Microsoft introduces ‘new, improved’ IE8
28 Jan 2009
Introducing an improved version of the currently available Internet Explorer 8 prototype, Microsoft has updated its Web browser, promising an assortment of new features designed to help make browsing safer, easier, and more compatible with Internet standards. Many of the changes offered are similar to the features offered by its increasingly popular rival, Mozilla Firefox 3.
For example, if you accidentally close a browser window in IE 8, you can opt to restore it when you reopen the programme (as in Firefox). IE 8 will use colour coding to group related tabs together, and you can move tabs from one group to another. But if you have three unrelated pages open, you cannot create a group out of them.
Perhaps the most useful addition in IE 8 is what Microsoft calls tab isolation. The feature is designed to prevent a buggy Web site from causing the entire Web browsing programme to crash. Instead, only the tab displaying the problematic page will close, so you can continue browsing.
Further, IE 8 can use multiple search engines besides Windows Live Search, and you can add other search engines to the mix. Also, IE 8 will give you search suggestions as you type. In short, it has features popularised by rival browsers as well as search engines like Google.
The IE 8 is touted as Microsoft's most secure browser to date, and the company has added a good number of security features to the mix, ranging from phishing detection to private browsing, plus a new feature to prevent clickjacking, an emerging data theft threat.
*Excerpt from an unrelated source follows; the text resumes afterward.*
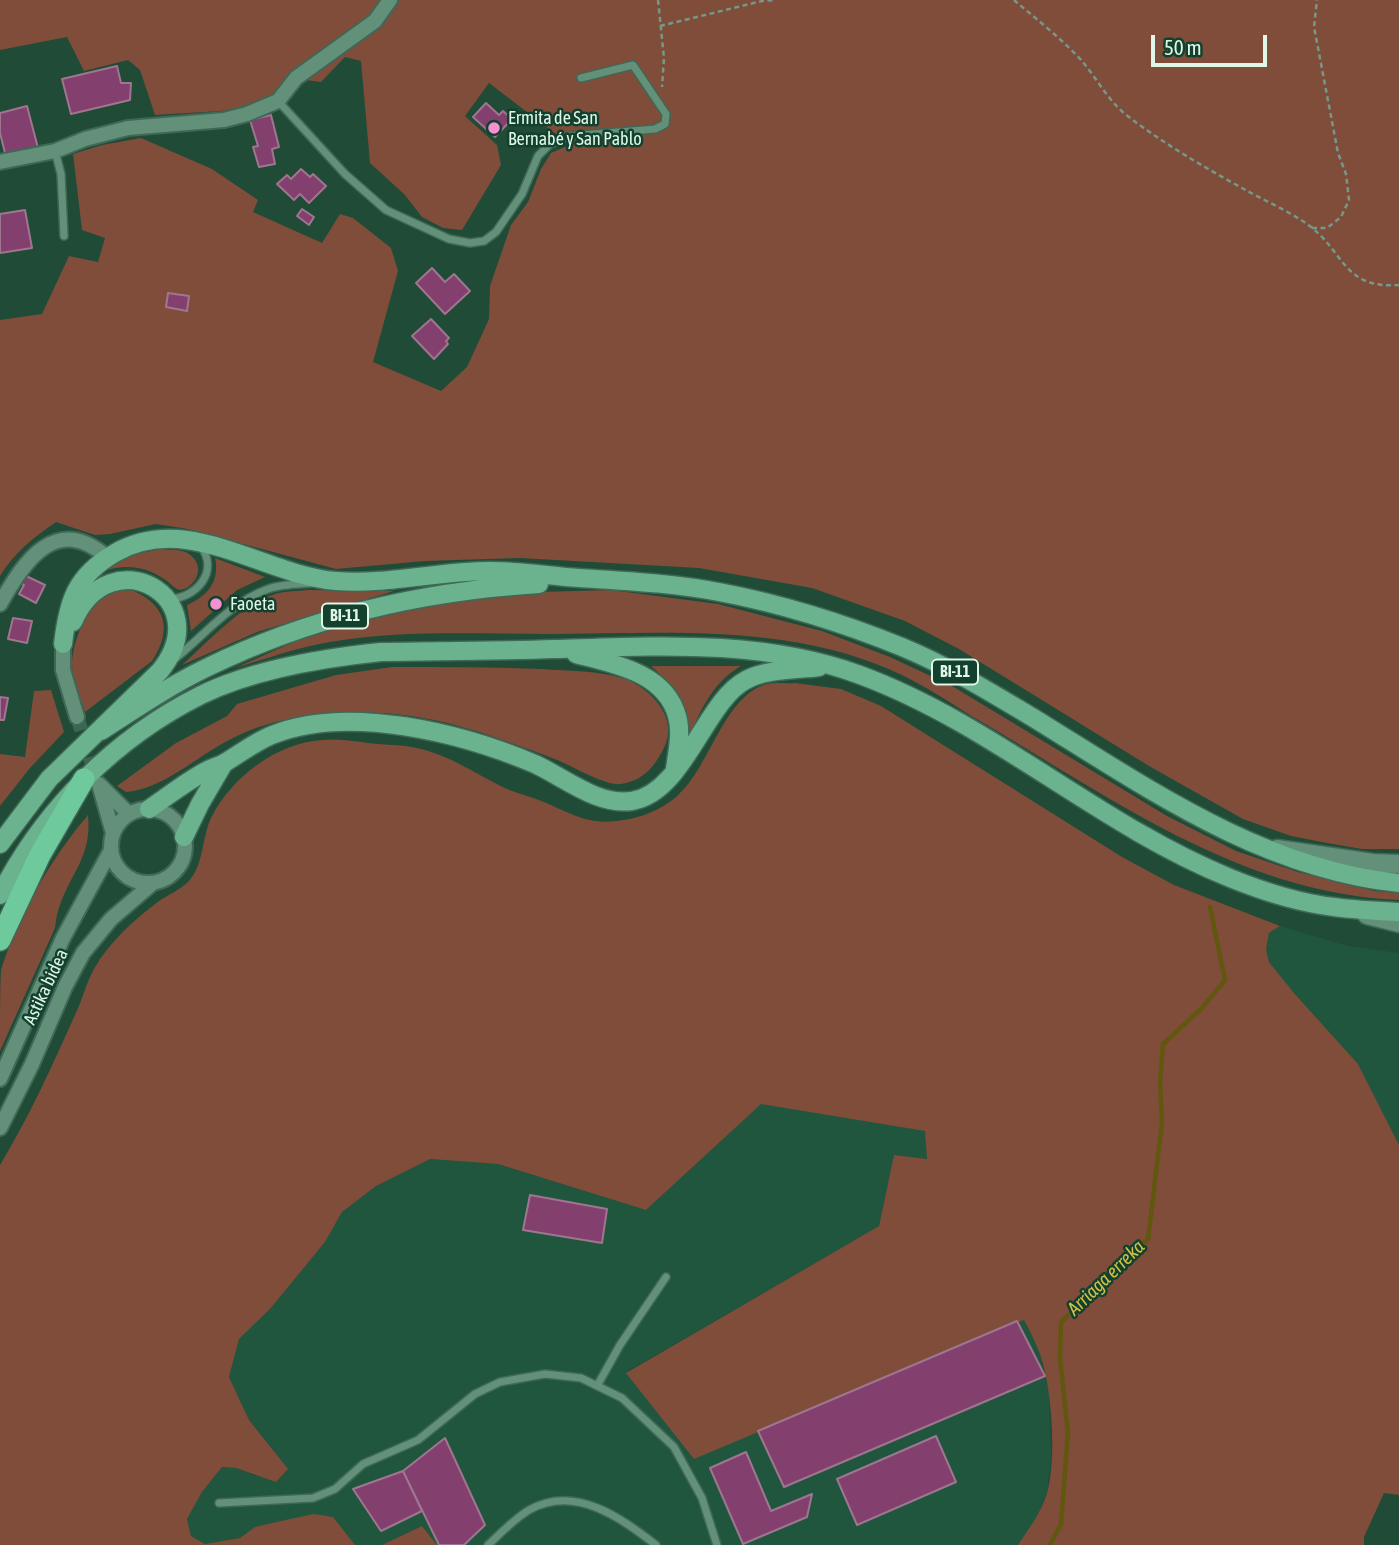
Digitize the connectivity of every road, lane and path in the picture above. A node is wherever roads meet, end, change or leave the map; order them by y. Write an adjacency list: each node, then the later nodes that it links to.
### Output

If you enable IE 8's InPrivate Browsing feature, the browser will not save any sensitive data - passwords, log-in info, history, and the like. Afterward it will be as if your browsing session had never happened. This feature is very similar to Private Browsing in Apple's Safari browser, except that an icon in IE's address bar makes InPrivate Browsing's active status more obvious.
InPrivate Filtering - called InPrivate Blocking in earlier IE 8 builds - prevents sites from being able to collect information about other Web sites you visit. This feature existed in IE 8 Beta 2, but you could use it only while using InPrivate Browsing. In RC1, you can use InPrivate Browsing at any time.
The browser's phishing filter improves on its predecessors' filter with such features as more thorough scrutiny of a Web page's address and a full-window warning when you stumble upon a suspect phishing site. However, SmartScreen relies largely on a database of known phishing sites, so new ones may not be detected.
Users continue to express their doubts. One blogger said that the IE8 version now available is full of glitches; another said he had ditched IE years ago and saw no reason to change his loyalty to Firefox 3. However, IE8 may prove a good option for those who haven't fixed their browser loyalties, say several experts.
MS blasted again: The European Commission has accused Microsoft of harming competition by bundling its Internet Explorer browser with its Windows operating system. The commission said it had reached the preliminary view that the US software giant had undermined consumer choice and infringed EU rules.
Microsoft and the European Union have engaged in legal battles over competition issues for years. Last year, the EU fined Microsoft 899 million euros ($1.4 billion).